EXERCISE PROMPT =
Look through the entries below and count the lines with "every" in them; the reply is the number alone.

MATERIAL SUPPLIED =
* * * *

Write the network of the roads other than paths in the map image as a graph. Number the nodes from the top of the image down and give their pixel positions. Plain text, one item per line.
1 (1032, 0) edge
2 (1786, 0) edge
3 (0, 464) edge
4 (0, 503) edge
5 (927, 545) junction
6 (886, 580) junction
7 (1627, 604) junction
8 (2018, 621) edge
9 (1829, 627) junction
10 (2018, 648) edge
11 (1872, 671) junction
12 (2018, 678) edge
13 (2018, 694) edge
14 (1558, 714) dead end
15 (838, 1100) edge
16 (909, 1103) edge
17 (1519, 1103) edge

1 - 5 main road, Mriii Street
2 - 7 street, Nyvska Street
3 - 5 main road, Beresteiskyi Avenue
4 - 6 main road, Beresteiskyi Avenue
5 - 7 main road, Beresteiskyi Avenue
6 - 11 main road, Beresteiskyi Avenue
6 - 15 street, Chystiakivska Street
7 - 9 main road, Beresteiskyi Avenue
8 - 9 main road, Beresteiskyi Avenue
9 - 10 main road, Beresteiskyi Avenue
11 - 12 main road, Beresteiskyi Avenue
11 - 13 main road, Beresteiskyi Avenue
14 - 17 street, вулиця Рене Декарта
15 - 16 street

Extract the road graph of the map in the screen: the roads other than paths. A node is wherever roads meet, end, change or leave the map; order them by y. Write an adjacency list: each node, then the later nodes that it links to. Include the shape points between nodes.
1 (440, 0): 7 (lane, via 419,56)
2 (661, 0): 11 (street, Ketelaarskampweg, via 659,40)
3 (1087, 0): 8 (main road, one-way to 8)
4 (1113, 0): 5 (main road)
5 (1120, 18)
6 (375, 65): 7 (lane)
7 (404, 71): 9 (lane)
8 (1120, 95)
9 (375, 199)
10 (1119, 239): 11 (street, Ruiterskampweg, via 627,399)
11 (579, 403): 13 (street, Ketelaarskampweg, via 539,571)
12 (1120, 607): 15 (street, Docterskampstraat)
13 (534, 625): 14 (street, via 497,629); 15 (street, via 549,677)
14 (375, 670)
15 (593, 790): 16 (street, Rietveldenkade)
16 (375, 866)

* * * *

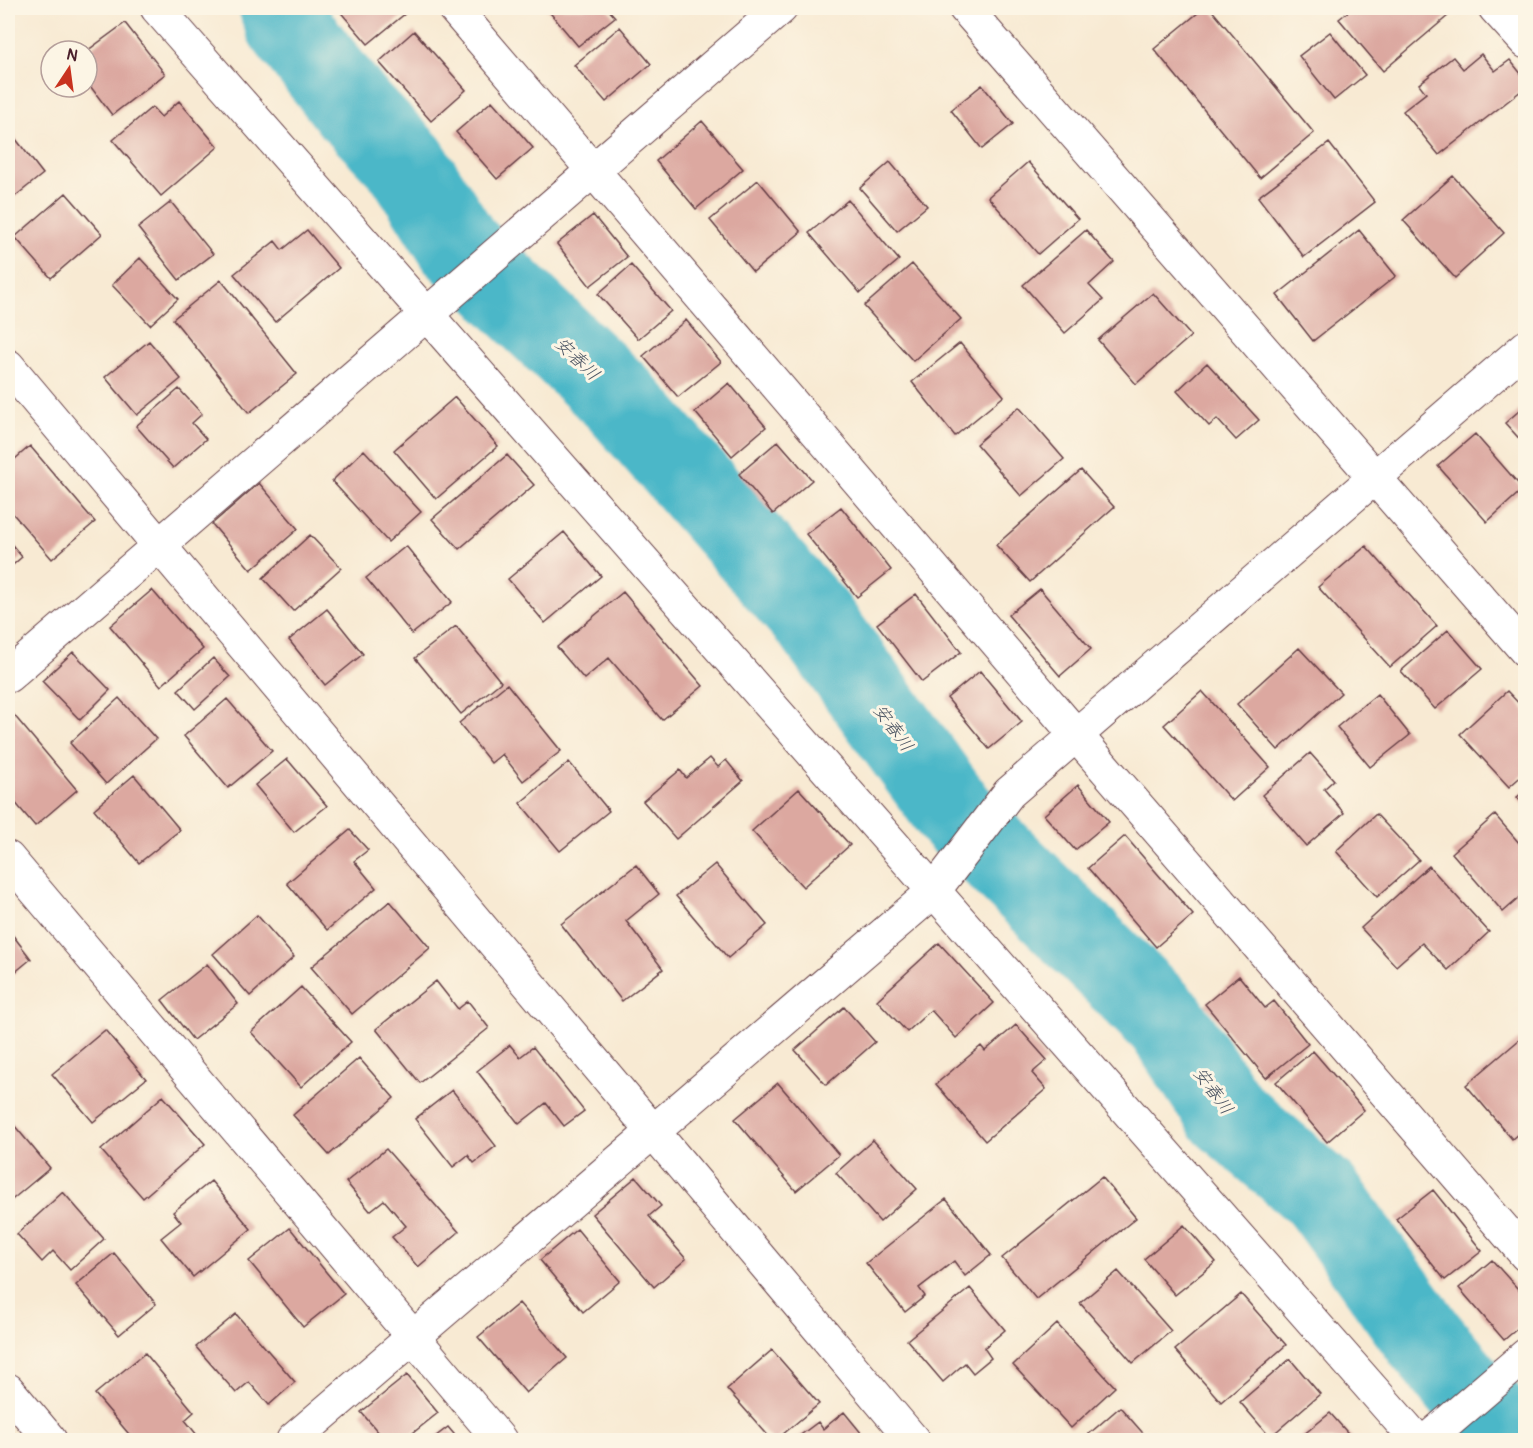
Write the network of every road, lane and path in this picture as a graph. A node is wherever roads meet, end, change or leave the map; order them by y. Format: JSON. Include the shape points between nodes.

* * * *

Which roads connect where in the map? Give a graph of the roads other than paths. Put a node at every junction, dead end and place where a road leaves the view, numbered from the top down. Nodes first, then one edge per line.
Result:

* * * *

ANSWER TO THIS TASK =
2